This calls for a word-for-word copy of all the data, with each picture removed.

Data to examine ▸
Segment Open

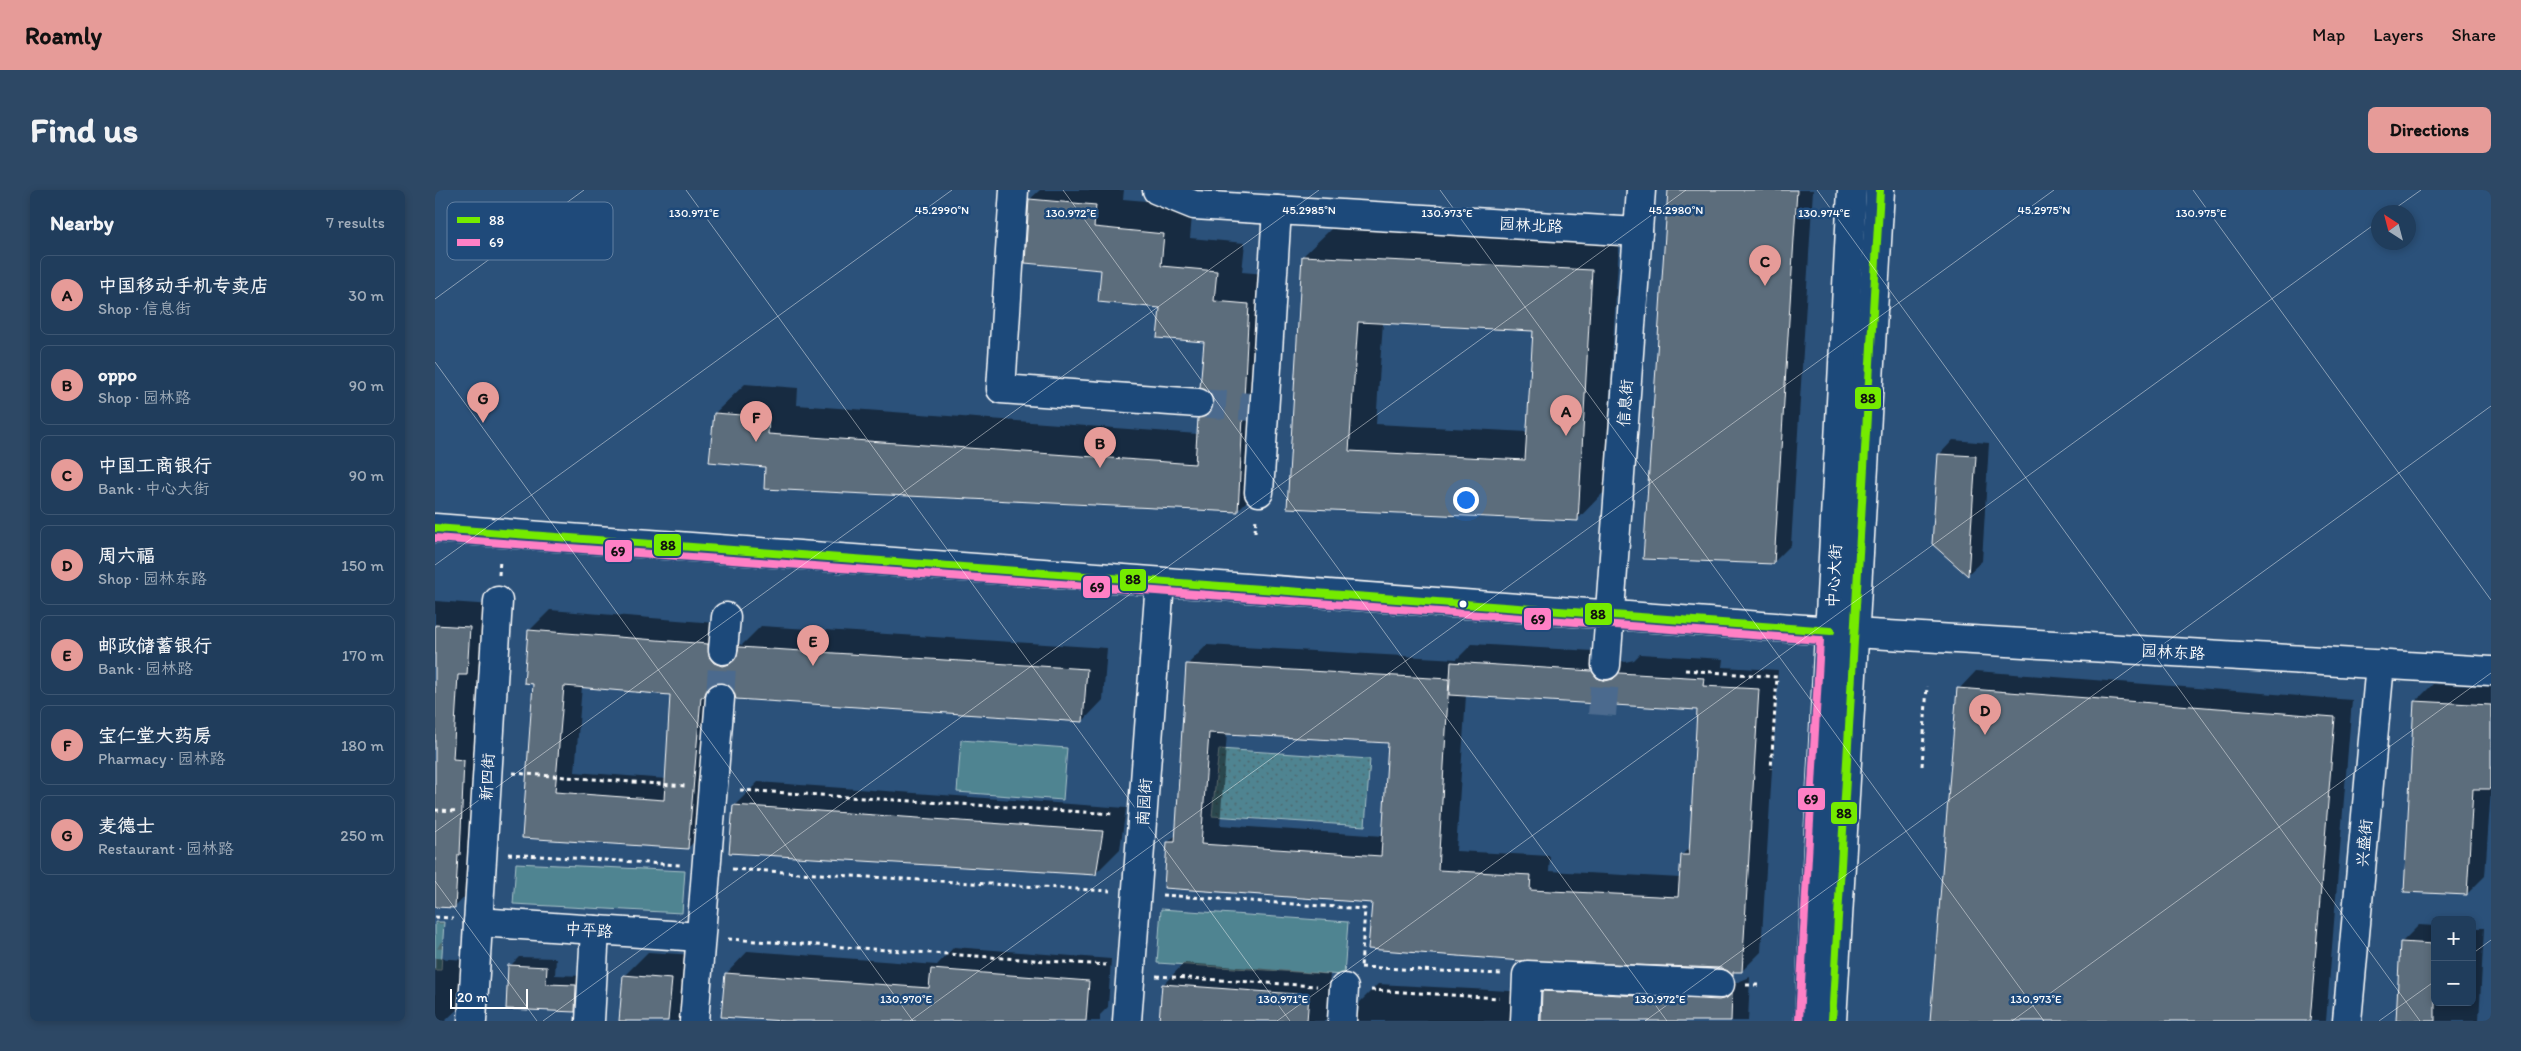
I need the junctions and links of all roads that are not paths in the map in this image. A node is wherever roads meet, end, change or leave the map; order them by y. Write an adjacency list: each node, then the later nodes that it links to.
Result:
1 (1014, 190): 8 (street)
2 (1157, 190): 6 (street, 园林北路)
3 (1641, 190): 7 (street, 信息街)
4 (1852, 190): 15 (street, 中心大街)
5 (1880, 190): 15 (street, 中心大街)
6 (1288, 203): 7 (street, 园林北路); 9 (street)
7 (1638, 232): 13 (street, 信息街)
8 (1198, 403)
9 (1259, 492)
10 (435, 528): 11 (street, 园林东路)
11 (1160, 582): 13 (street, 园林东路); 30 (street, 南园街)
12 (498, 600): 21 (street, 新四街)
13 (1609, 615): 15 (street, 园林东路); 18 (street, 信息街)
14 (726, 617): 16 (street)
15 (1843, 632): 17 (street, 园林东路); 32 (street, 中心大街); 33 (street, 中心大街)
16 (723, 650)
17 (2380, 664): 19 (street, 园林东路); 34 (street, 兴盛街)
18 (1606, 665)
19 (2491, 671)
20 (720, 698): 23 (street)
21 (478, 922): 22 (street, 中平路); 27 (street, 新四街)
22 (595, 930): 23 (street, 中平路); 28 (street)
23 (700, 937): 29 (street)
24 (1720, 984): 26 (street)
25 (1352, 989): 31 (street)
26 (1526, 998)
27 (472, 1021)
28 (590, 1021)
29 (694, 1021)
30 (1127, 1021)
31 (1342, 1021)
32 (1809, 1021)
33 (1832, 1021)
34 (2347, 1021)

Segment Closed

Output below ▸
I need the junctions and links of all roads that are not paths in the map in this image. A node is wherever roads meet, end, change or leave the map; order them by y. Write an adjacency list: each node, then the later nodes that it links to.
Result:
1 (1014, 190): 8 (street)
2 (1157, 190): 6 (street, 园林北路)
3 (1641, 190): 7 (street, 信息街)
4 (1852, 190): 15 (street, 中心大街)
5 (1880, 190): 15 (street, 中心大街)
6 (1288, 203): 7 (street, 园林北路); 9 (street)
7 (1638, 232): 13 (street, 信息街)
8 (1198, 403)
9 (1259, 492)
10 (435, 528): 11 (street, 园林东路)
11 (1160, 582): 13 (street, 园林东路); 30 (street, 南园街)
12 (498, 600): 21 (street, 新四街)
13 (1609, 615): 15 (street, 园林东路); 18 (street, 信息街)
14 (726, 617): 16 (street)
15 (1843, 632): 17 (street, 园林东路); 32 (street, 中心大街); 33 (street, 中心大街)
16 (723, 650)
17 (2380, 664): 19 (street, 园林东路); 34 (street, 兴盛街)
18 (1606, 665)
19 (2491, 671)
20 (720, 698): 23 (street)
21 (478, 922): 22 (street, 中平路); 27 (street, 新四街)
22 (595, 930): 23 (street, 中平路); 28 (street)
23 (700, 937): 29 (street)
24 (1720, 984): 26 (street)
25 (1352, 989): 31 (street)
26 (1526, 998)
27 (472, 1021)
28 (590, 1021)
29 (694, 1021)
30 (1127, 1021)
31 (1342, 1021)
32 (1809, 1021)
33 (1832, 1021)
34 (2347, 1021)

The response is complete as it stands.